Local anger over scale and disruption
Residents were blunt. Anne Hackett warned Southfleet would become “a village lost within a giant AI data centre”, while Lorraine Hills said it would “ruin the area”. Lena Norman, who works at the village’s Ship Inn, questioned the need — “there’s enough data centres already” — and warned narrow country roads would jam traffic to the A2. Others were angry at the process itself: “Nobody has told me about this until now,” said Trisha Lindfield.
Clearstone, which has been approached for comment, says the scheme would need 750 workers to build over three years and 420 on-site staff once operational, with a target start date of 2030 and preliminary surveys under way. A first round of public consultation is due in the autumn.

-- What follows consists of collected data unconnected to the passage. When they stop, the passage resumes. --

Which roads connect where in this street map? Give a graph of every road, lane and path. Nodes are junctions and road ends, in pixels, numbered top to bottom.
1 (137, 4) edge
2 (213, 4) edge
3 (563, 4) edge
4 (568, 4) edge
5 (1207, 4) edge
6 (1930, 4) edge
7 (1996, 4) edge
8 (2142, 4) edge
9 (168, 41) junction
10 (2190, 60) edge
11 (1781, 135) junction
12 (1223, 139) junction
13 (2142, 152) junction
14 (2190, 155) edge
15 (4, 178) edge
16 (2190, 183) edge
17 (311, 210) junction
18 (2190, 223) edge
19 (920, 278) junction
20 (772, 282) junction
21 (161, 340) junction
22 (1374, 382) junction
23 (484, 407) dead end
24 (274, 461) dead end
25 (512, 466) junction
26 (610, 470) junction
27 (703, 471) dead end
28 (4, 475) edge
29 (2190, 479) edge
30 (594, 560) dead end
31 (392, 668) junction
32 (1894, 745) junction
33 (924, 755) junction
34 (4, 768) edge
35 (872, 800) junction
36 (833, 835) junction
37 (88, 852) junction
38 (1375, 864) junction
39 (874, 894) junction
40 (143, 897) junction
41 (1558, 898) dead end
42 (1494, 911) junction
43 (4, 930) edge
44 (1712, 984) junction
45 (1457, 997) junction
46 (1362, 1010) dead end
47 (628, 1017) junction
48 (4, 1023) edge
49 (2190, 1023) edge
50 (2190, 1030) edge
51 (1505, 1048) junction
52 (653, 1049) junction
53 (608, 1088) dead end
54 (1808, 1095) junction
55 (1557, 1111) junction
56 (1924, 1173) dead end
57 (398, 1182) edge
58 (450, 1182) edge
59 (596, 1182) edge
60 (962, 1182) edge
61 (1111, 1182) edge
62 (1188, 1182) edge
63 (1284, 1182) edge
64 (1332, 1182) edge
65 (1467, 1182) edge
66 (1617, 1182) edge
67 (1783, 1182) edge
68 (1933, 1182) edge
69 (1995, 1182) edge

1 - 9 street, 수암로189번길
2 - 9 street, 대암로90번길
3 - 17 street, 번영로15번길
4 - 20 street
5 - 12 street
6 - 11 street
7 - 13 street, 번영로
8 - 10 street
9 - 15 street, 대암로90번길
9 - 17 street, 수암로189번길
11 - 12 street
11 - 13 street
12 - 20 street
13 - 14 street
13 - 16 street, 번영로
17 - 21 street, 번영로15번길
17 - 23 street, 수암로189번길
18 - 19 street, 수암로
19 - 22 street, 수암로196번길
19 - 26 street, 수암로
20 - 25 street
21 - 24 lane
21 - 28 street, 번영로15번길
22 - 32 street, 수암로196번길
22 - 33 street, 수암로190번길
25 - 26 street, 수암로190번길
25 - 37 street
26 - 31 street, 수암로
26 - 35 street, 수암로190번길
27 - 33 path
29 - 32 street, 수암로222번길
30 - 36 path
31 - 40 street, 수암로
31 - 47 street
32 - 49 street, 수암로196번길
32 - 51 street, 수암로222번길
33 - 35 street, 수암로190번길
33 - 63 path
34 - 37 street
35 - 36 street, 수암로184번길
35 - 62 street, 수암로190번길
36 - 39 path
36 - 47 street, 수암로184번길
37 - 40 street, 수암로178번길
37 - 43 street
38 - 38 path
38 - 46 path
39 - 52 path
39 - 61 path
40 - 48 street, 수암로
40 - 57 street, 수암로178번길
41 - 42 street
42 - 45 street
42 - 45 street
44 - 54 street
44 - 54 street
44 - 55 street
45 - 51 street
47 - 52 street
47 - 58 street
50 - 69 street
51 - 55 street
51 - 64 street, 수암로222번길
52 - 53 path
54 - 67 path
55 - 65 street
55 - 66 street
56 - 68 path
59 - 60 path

The friction is now a recurring feature of Britain’s compute expansion rather than a one-off. Resultsense has covered near-identical opposition from Brick Lane residents fighting an AI-era data centre and the SNP’s push to freeze Scottish data centres. It also lands the same week that grid backlogs stalled Nscale’s £2bn Essex supercomputer — the buildout is colliding with both the power network and the communities asked to host it.
Looking forward
With consultation months away and no application yet submitted, Southfleet’s fight is at an early stage. But the pattern is clear: as the Government pushes AI infrastructure as growth policy, planning consent and local consent are emerging as the harder constraint — one that grid capacity and government enthusiasm cannot resolve on their own.